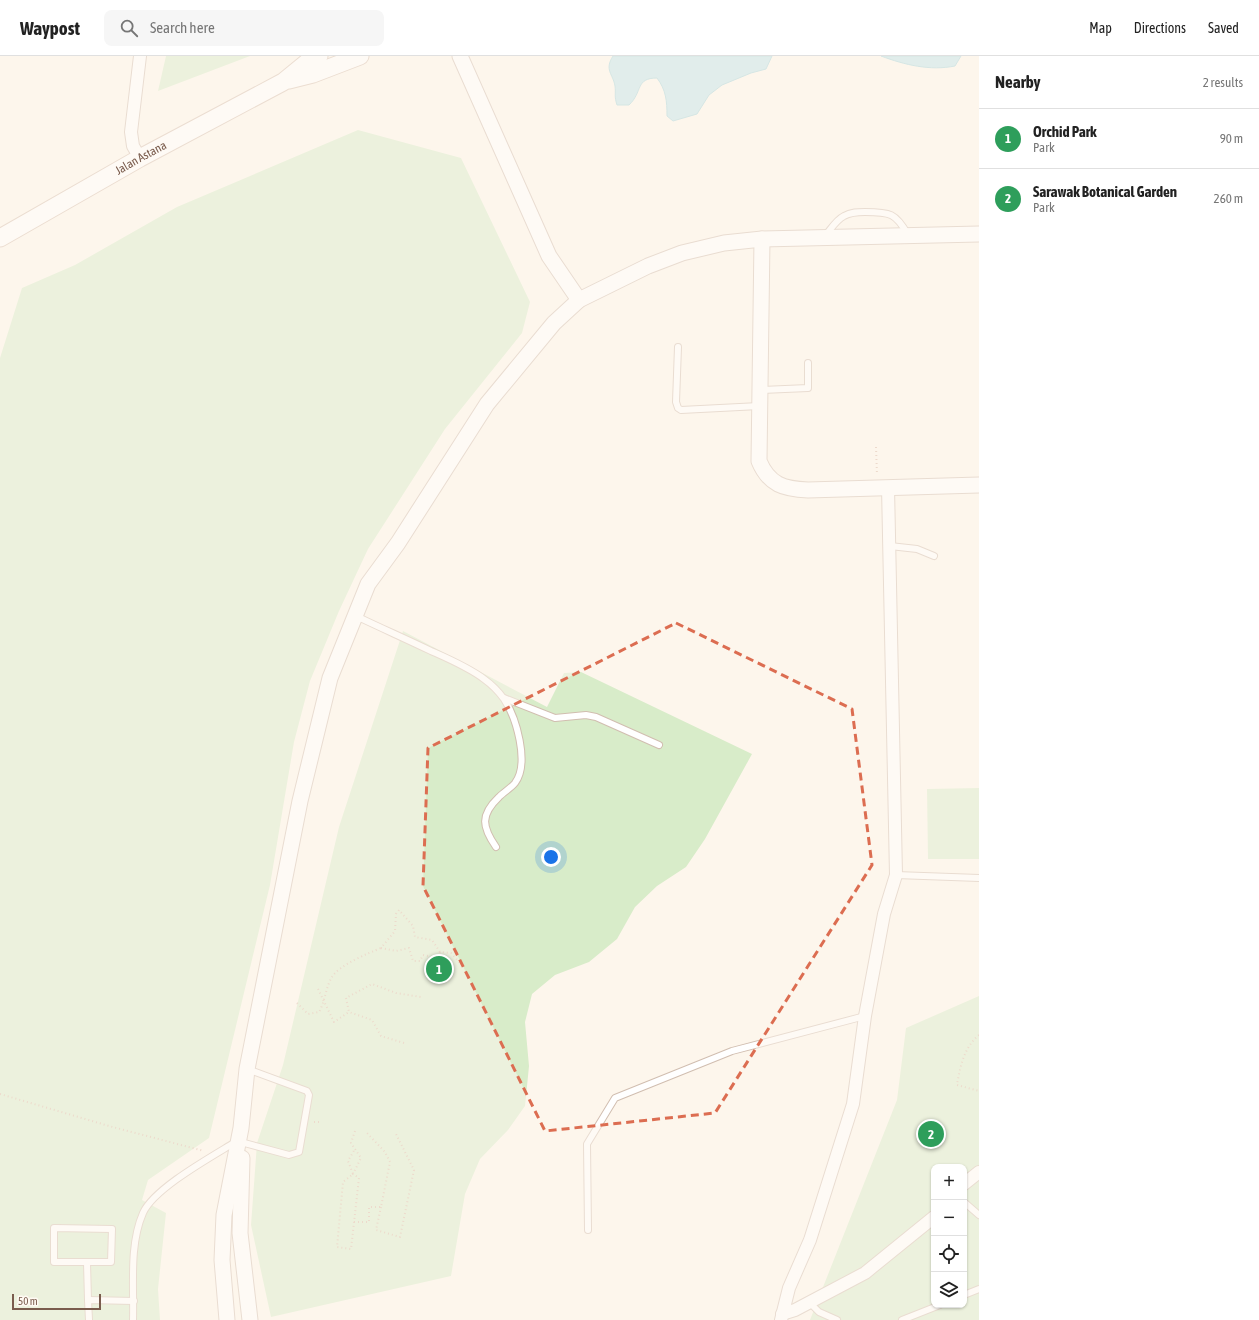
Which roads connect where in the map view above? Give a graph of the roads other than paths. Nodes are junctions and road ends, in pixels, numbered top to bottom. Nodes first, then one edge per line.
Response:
1 (140, 56) edge
2 (319, 56) edge
3 (360, 56) edge
4 (460, 56) edge
5 (283, 82) junction
6 (140, 158) junction
7 (979, 234) edge
8 (908, 235) junction
9 (0, 238) edge
10 (824, 238) junction
11 (762, 239) junction
12 (579, 300) junction
13 (678, 347) dead end
14 (808, 363) dead end
15 (760, 390) junction
16 (759, 406) junction
17 (979, 485) edge
18 (883, 487) junction
19 (890, 546) junction
20 (934, 556) dead end
21 (355, 615) junction
22 (504, 698) junction
23 (659, 745) dead end
24 (496, 847) dead end
25 (896, 875) junction
26 (979, 878) edge
27 (865, 1016) junction
28 (247, 1069) junction
29 (241, 1137) junction
30 (979, 1172) edge
31 (967, 1182) edge
32 (967, 1205) edge
33 (979, 1215) edge
34 (931, 1220) edge
35 (588, 1230) dead end
36 (87, 1263) junction
37 (979, 1290) edge
38 (967, 1294) edge
39 (88, 1300) junction
40 (134, 1301) junction
41 (808, 1302) junction
42 (932, 1308) edge
43 (781, 1317) edge
44 (88, 1320) edge
45 (133, 1320) edge
46 (227, 1320) edge
47 (250, 1320) edge
48 (837, 1320) edge
49 (902, 1320) edge

1 - 6 street
2 - 5 main road, Jalan Astana
3 - 5 main road, Jalan Astana
4 - 12 street
5 - 6 main road, Jalan Astana
6 - 9 main road, Jalan Astana
7 - 8 street
8 - 10 street
8 - 10 lane
10 - 11 street
11 - 12 street
11 - 15 street
12 - 21 street
13 - 16 lane
14 - 15 lane
15 - 16 street
16 - 18 street
17 - 18 street
18 - 19 street
19 - 20 lane
19 - 25 street
21 - 22 lane
21 - 28 street
22 - 23 lane
22 - 24 lane
25 - 26 lane
25 - 27 street
27 - 35 lane
27 - 43 street
28 - 29 street
28 - 29 lane
29 - 40 lane
29 - 46 street
29 - 47 street
30 - 31 street
32 - 33 lane
34 - 41 street
36 - 36 lane
36 - 39 lane
37 - 38 lane
39 - 40 lane
39 - 44 lane
40 - 45 lane
41 - 43 street
41 - 48 lane
42 - 49 lane

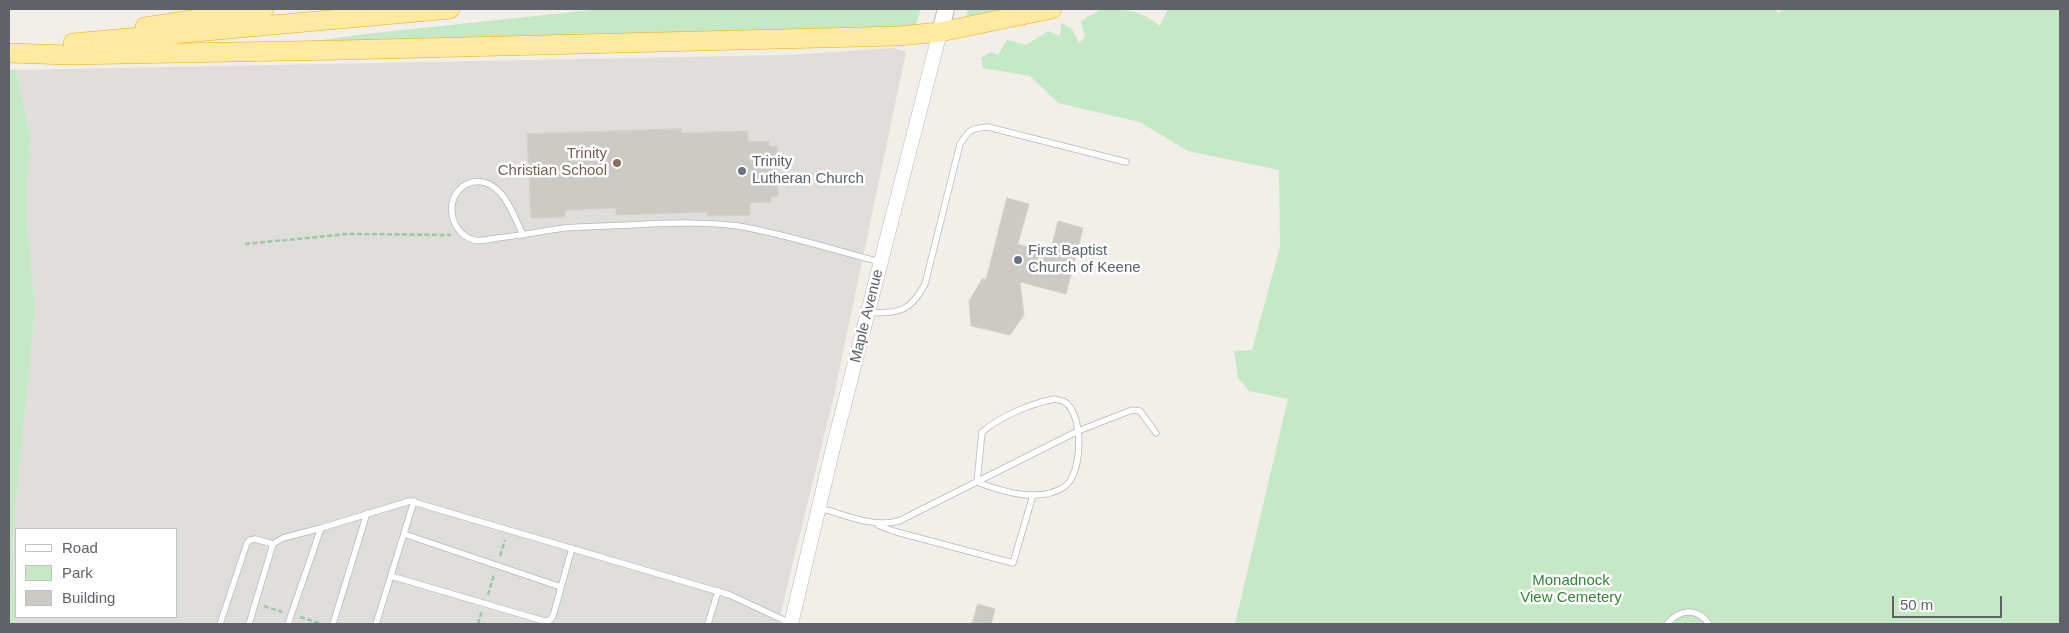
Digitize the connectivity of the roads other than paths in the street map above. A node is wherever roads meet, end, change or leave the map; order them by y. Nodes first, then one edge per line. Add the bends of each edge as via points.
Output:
1 (264, 9) edge
2 (450, 9) edge
3 (946, 9) edge
4 (1052, 9) edge
5 (940, 32) junction
6 (60, 44) junction
7 (9, 52) edge
8 (1126, 162) dead end
9 (523, 235) junction
10 (880, 262) junction
11 (867, 313) junction
12 (1078, 431) junction
13 (1156, 433) dead end
14 (978, 482) junction
15 (1033, 495) junction
16 (414, 502) junction
17 (820, 508) junction
18 (367, 513) junction
19 (876, 524) junction
20 (321, 528) junction
21 (404, 534) junction
22 (273, 544) junction
23 (572, 548) junction
24 (391, 576) junction
25 (561, 586) junction
26 (718, 591) junction
27 (220, 624) edge
28 (249, 624) edge
29 (288, 624) edge
30 (333, 624) edge
31 (376, 624) edge
32 (708, 624) edge
33 (791, 624) edge
34 (1667, 624) edge
35 (1709, 624) edge

1 - 6 highway via 169,22
2 - 6 highway
3 - 5 main road, Maple Avenue
4 - 5 highway
5 - 7 highway via 793,40 342,50 68,55
5 - 10 street, Maple Avenue
6 - 7 highway
8 - 11 lane via 988,127 968,132 960,144 924,284 917,299 896,312
9 - 9 lane via 478,241 463,234 452,219 453,199 467,184 489,183 499,191
9 - 10 lane via 563,228 699,223 728,225
10 - 11 street, Maple Avenue
11 - 17 street, Maple Avenue
12 - 13 lane via 1132,410 1140,411
12 - 14 lane
12 - 14 lane via 1072,410 1064,402 1054,399 997,422 982,432
12 - 15 lane via 1078,457 1072,480 1050,493
14 - 15 lane via 999,490
14 - 19 lane via 900,521
15 - 19 lane via 1013,563
16 - 18 lane via 407,500
16 - 21 lane
16 - 23 lane
17 - 19 lane
17 - 33 street, Maple Avenue
18 - 20 lane
18 - 30 lane
20 - 22 lane via 283,538
20 - 29 lane
21 - 24 lane
21 - 25 lane
22 - 27 lane via 255,539 247,543
22 - 28 lane
23 - 25 lane
23 - 26 lane
24 - 25 lane via 544,621 553,616
24 - 31 lane
26 - 32 lane
26 - 33 lane
34 - 35 lane via 1679,614 1693,611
━━━━━━━━━━
What this task involves
The records above need to be copied exactly, though not their pictures.

Response to the task
Which roads connect where in the map view above? Give a graph of the roads other than paths. Nodes are junctions and road ends, in pixels, numbered top to bottom. Nodes first, then one edge per line.
Response:
1 (140, 56) edge
2 (319, 56) edge
3 (360, 56) edge
4 (460, 56) edge
5 (283, 82) junction
6 (140, 158) junction
7 (979, 234) edge
8 (908, 235) junction
9 (0, 238) edge
10 (824, 238) junction
11 (762, 239) junction
12 (579, 300) junction
13 (678, 347) dead end
14 (808, 363) dead end
15 (760, 390) junction
16 (759, 406) junction
17 (979, 485) edge
18 (883, 487) junction
19 (890, 546) junction
20 (934, 556) dead end
21 (355, 615) junction
22 (504, 698) junction
23 (659, 745) dead end
24 (496, 847) dead end
25 (896, 875) junction
26 (979, 878) edge
27 (865, 1016) junction
28 (247, 1069) junction
29 (241, 1137) junction
30 (979, 1172) edge
31 (967, 1182) edge
32 (967, 1205) edge
33 (979, 1215) edge
34 (931, 1220) edge
35 (588, 1230) dead end
36 (87, 1263) junction
37 (979, 1290) edge
38 (967, 1294) edge
39 (88, 1300) junction
40 (134, 1301) junction
41 (808, 1302) junction
42 (932, 1308) edge
43 (781, 1317) edge
44 (88, 1320) edge
45 (133, 1320) edge
46 (227, 1320) edge
47 (250, 1320) edge
48 (837, 1320) edge
49 (902, 1320) edge

1 - 6 street
2 - 5 main road, Jalan Astana
3 - 5 main road, Jalan Astana
4 - 12 street
5 - 6 main road, Jalan Astana
6 - 9 main road, Jalan Astana
7 - 8 street
8 - 10 street
8 - 10 lane
10 - 11 street
11 - 12 street
11 - 15 street
12 - 21 street
13 - 16 lane
14 - 15 lane
15 - 16 street
16 - 18 street
17 - 18 street
18 - 19 street
19 - 20 lane
19 - 25 street
21 - 22 lane
21 - 28 street
22 - 23 lane
22 - 24 lane
25 - 26 lane
25 - 27 street
27 - 35 lane
27 - 43 street
28 - 29 street
28 - 29 lane
29 - 40 lane
29 - 46 street
29 - 47 street
30 - 31 street
32 - 33 lane
34 - 41 street
36 - 36 lane
36 - 39 lane
37 - 38 lane
39 - 40 lane
39 - 44 lane
40 - 45 lane
41 - 43 street
41 - 48 lane
42 - 49 lane

Digitize the connectivity of the roads other than paths in the street map above. A node is wherever roads meet, end, change or leave the map; order them by y. Nodes first, then one edge per line. Add the bends of each edge as via points.
Output:
1 (264, 9) edge
2 (450, 9) edge
3 (946, 9) edge
4 (1052, 9) edge
5 (940, 32) junction
6 (60, 44) junction
7 (9, 52) edge
8 (1126, 162) dead end
9 (523, 235) junction
10 (880, 262) junction
11 (867, 313) junction
12 (1078, 431) junction
13 (1156, 433) dead end
14 (978, 482) junction
15 (1033, 495) junction
16 (414, 502) junction
17 (820, 508) junction
18 (367, 513) junction
19 (876, 524) junction
20 (321, 528) junction
21 (404, 534) junction
22 (273, 544) junction
23 (572, 548) junction
24 (391, 576) junction
25 (561, 586) junction
26 (718, 591) junction
27 (220, 624) edge
28 (249, 624) edge
29 (288, 624) edge
30 (333, 624) edge
31 (376, 624) edge
32 (708, 624) edge
33 (791, 624) edge
34 (1667, 624) edge
35 (1709, 624) edge

1 - 6 highway via 169,22
2 - 6 highway
3 - 5 main road, Maple Avenue
4 - 5 highway
5 - 7 highway via 793,40 342,50 68,55
5 - 10 street, Maple Avenue
6 - 7 highway
8 - 11 lane via 988,127 968,132 960,144 924,284 917,299 896,312
9 - 9 lane via 478,241 463,234 452,219 453,199 467,184 489,183 499,191
9 - 10 lane via 563,228 699,223 728,225
10 - 11 street, Maple Avenue
11 - 17 street, Maple Avenue
12 - 13 lane via 1132,410 1140,411
12 - 14 lane
12 - 14 lane via 1072,410 1064,402 1054,399 997,422 982,432
12 - 15 lane via 1078,457 1072,480 1050,493
14 - 15 lane via 999,490
14 - 19 lane via 900,521
15 - 19 lane via 1013,563
16 - 18 lane via 407,500
16 - 21 lane
16 - 23 lane
17 - 19 lane
17 - 33 street, Maple Avenue
18 - 20 lane
18 - 30 lane
20 - 22 lane via 283,538
20 - 29 lane
21 - 24 lane
21 - 25 lane
22 - 27 lane via 255,539 247,543
22 - 28 lane
23 - 25 lane
23 - 26 lane
24 - 25 lane via 544,621 553,616
24 - 31 lane
26 - 32 lane
26 - 33 lane
34 - 35 lane via 1679,614 1693,611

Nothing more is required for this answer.